Muss dazu noch sagen, dass ich lediglich die letzten paar Posts gelesen habe und den Anfang nicht - weiss nicht ob es sich lohnt, denn Frauen und Männer unterscheiden sich biologische, emotionell, etc.etc. enorm, dass ist ja wohl auch allgemein bekannt und ist auch gut so :D

gersultan
27-06-2005, 14:22
Rein biologisch gesehen ist Sexualität reine Fortpflanzung. Sexualität in einer Beziehung (hetero oder/und homo) hat damit nichts bis wenig zu tun und sollte daher imho in dem Zusammenhang ausgeklammert werden.
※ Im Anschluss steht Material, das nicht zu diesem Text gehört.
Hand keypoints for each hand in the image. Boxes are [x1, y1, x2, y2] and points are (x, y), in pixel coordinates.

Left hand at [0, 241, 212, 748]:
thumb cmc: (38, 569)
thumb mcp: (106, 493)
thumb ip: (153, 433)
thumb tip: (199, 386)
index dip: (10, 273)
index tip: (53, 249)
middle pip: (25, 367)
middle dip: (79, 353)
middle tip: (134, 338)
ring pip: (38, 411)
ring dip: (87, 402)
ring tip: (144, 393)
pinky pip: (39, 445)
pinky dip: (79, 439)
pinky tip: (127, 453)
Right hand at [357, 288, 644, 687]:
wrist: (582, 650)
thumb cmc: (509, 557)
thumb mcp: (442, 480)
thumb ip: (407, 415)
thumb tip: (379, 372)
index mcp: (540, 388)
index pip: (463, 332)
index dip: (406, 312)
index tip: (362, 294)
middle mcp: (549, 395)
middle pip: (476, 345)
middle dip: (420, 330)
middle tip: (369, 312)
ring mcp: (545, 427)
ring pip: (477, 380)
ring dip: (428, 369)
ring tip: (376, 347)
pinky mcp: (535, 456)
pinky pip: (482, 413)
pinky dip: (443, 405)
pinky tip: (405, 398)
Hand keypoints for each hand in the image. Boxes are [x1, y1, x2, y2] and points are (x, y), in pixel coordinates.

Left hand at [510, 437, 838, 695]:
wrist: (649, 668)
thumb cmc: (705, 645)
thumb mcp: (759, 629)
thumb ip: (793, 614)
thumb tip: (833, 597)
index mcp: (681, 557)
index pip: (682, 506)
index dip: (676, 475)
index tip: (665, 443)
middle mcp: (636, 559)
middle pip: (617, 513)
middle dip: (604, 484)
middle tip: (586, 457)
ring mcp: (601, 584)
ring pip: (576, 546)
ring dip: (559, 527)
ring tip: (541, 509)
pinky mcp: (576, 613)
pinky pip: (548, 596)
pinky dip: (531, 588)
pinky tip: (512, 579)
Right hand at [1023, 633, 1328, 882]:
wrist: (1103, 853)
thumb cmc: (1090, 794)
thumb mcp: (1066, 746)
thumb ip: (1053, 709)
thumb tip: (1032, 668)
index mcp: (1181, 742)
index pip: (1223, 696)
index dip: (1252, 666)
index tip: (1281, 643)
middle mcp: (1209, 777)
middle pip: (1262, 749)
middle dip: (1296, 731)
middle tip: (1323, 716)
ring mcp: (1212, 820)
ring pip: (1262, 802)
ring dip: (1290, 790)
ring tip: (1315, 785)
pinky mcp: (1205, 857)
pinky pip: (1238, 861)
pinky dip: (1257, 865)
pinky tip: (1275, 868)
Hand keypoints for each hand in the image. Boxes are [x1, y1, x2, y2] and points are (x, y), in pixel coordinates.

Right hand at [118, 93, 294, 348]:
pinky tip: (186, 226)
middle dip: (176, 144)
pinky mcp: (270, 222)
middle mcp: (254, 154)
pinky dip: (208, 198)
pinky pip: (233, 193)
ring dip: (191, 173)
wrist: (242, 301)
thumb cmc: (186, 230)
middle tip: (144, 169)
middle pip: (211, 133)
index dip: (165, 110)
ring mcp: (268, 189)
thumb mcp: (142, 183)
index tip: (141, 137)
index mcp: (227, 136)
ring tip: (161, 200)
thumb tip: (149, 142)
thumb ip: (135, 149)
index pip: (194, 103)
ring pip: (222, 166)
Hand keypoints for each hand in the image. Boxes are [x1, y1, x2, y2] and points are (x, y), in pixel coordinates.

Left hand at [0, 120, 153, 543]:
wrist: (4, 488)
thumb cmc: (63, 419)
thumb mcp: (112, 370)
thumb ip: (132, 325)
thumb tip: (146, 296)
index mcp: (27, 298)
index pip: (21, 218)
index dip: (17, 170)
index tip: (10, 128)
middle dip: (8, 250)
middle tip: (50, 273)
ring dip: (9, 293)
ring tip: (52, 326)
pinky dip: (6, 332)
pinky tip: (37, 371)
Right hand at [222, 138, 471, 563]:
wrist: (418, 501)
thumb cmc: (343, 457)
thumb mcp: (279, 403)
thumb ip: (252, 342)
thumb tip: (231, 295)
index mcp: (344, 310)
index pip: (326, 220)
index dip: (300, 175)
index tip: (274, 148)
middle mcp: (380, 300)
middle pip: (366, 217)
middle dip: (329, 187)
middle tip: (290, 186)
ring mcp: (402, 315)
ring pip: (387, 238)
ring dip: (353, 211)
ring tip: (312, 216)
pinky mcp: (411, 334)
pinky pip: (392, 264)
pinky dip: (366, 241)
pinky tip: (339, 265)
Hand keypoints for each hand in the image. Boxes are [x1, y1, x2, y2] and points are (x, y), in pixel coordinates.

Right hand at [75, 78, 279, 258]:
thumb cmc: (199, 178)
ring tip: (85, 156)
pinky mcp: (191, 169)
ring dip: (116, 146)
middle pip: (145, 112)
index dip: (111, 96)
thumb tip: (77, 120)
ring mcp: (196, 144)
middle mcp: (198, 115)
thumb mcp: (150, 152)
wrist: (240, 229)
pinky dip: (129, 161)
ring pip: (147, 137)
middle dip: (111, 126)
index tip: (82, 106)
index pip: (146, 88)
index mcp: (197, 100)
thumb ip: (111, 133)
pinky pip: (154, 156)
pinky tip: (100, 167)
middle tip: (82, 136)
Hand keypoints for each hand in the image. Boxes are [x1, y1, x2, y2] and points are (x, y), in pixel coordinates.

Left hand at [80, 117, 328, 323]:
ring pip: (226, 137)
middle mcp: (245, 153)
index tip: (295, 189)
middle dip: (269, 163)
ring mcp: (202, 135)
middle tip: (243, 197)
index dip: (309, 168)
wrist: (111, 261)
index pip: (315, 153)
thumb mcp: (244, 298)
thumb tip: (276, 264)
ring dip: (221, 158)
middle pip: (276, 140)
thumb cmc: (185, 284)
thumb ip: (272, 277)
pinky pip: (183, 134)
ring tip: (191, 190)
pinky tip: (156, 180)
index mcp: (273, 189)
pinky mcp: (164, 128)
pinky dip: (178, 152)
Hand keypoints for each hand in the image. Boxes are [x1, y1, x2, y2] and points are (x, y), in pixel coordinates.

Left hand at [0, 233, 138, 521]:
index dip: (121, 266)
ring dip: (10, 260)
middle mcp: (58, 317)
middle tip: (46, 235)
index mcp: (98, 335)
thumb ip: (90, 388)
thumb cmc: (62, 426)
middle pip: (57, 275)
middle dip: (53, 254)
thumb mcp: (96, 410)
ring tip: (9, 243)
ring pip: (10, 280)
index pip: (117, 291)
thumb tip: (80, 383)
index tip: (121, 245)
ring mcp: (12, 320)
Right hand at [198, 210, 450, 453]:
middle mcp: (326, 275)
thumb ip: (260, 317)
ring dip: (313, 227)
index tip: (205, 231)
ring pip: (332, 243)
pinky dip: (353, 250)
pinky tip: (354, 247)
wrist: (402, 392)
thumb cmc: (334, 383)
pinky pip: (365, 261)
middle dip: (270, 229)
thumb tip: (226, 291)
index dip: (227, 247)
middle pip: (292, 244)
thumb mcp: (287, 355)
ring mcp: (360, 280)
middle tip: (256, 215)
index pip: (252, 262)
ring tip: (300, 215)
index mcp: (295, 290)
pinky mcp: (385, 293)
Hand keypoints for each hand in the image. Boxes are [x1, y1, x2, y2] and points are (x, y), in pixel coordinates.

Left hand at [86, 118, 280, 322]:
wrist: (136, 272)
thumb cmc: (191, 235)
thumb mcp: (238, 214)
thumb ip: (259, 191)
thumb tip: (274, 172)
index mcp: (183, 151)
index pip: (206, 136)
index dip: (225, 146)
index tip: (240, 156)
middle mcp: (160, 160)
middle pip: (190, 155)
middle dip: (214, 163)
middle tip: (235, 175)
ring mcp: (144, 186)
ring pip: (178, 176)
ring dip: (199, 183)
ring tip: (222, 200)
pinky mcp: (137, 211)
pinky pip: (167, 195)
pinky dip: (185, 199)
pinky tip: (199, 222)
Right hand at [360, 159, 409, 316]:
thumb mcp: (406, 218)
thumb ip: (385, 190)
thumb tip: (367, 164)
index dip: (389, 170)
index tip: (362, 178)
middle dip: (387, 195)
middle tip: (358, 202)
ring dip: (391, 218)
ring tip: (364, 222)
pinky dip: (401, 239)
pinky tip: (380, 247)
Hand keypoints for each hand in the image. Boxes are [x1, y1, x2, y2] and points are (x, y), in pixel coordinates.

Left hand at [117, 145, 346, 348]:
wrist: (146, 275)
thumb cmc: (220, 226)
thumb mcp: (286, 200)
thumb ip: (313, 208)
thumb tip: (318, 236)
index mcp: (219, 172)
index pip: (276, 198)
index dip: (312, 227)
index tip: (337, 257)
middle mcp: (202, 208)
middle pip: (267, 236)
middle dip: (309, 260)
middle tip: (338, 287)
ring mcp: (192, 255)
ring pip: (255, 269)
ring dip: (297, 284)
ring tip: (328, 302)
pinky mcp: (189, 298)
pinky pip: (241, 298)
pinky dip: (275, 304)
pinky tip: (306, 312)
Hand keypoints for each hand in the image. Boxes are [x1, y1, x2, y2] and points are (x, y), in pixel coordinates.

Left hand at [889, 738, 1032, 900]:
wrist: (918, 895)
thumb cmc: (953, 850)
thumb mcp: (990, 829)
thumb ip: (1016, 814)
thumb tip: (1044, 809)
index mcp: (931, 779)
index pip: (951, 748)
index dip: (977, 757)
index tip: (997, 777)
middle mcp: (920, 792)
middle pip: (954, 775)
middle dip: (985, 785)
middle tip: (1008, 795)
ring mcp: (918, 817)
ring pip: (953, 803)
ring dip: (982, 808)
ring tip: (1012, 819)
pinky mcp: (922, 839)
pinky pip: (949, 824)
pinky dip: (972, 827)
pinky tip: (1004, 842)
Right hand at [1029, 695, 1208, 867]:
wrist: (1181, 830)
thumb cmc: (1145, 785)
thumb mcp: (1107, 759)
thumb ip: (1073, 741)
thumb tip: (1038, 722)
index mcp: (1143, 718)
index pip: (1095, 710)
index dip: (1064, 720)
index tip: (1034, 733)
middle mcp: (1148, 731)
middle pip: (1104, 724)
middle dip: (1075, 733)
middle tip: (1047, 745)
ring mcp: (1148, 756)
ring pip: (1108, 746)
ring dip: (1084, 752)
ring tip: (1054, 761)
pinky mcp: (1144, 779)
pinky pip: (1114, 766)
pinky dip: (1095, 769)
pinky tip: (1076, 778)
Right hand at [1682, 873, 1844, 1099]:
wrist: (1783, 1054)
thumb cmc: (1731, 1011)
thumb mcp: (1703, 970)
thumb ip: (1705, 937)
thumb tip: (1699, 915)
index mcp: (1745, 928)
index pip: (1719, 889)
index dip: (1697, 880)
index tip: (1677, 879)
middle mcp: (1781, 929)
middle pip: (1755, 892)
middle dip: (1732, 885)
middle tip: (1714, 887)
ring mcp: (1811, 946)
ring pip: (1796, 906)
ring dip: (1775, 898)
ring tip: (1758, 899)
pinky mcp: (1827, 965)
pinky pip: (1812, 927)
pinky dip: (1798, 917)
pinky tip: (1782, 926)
... denn Frauen und Männer unterscheiden sich biologische, emotionell, etc.etc. enorm, dass ist ja wohl auch allgemein bekannt und ist auch gut so :D
wobei sich dann die Frage stellt: Was ist in den Genen wirklich verankert und was ist durch die Erziehung und die Gesellschaft geprägt worden!?

Naos
27-06-2005, 14:30
Male & Female Brain^^ (http://www.pappa.com/emanzi/brain.htm) :D :D

Auf die Frage was in den Genen steckt oder vom Gehirn hervorgerufen wird bzw. von der Erziehung abhängt gibt euch zum Teil dieser Artikel eine Antwort: zum Artikel (http://www.zdf.de/ZDFde/inhalt/21/0,1872,2274741,00.html)

raptorsf
27-06-2005, 14:34
die biologischen, anatomen Eigenschaften bzw. Unterschiede zwischen Mann und Frau können ja nicht durch die Gesellschaft oder Erziehung verändert werden (höchstens mit chirurgischen und oft auch psychologischen Eingriffe, wobei das Ergebniss meiner Meinung nach meist unbefriedigent ist).

Wenn Du also die emotionellen Unterscheide meinst denke ich, dass rund ein Drittel die Gene und die Erziehung/Millieu in dem jemand aufwächst dies bestimmt. Für den Rest (wiederum ein Drittel) ist jeder selber verantworltich und kann dies selber beeinflussen.

Ich habe keine medizinische Ausbildung, aber meine persönlichen Erfahrungen unterstützen diese Theorie. :)

Ubik
27-06-2005, 14:35
Wenn ich dich nicht begreife, kann ich auch nicht ordentlich antworten.Dann muß ich meinen Babelfish wohl besser trainieren.

Ich werfe vorerst das Handtuch. Für dich natürlich ein hellblaues, raptorsf. Nemo, du darfst dir die Farbe aussuchen.:D

Ach ja, und Naos, wenn's dich wirklich interessiert
http://rsw.beck.de/rsw/shop/default.asp?docid=108515

gersultan
27-06-2005, 14:39
Male & Female Brain^^ (http://www.pappa.com/emanzi/brain.htm) :D :D Hurra... der Stammtisch ist auch schon da :rolleyes:


Auf die Frage was in den Genen steckt oder vom Gehirn hervorgerufen wird bzw. von der Erziehung abhängt gibt euch zum Teil dieser Artikel eine Antwort: zum Artikel (http://www.zdf.de/ZDFde/inhalt/21/0,1872,2274741,00.html) der Artikel gibt nicht wirklich ausreichend Antworten sondern Meinungen. Es ist ein netter Artikel der aber leider keine weiteren Hintergrundinfos liefert. (Welche Wissenschaftler? Aufbau der Forschungsreihe etc pp). Es fehlen einfach zuviele Informationen, als das man diesen Artikel nun "ernsthaft" in einer Gender-Diskussion als Grundlage für Meinungen einbeziehen kann.

raptorsf
27-06-2005, 14:40
@ubik: solange du nicht mit Wattebäuschchen schmeisst ist das ok für mich ;)

Ubik
27-06-2005, 14:50
Dachte mir schon, daß dich das umhauen würde, raptorsf.



der Artikel gibt nicht wirklich ausreichend Antworten sondern Meinungen.
Gut beobachtet, Gers. Und das ist den meisten Artikeln dieser Größenordnung so.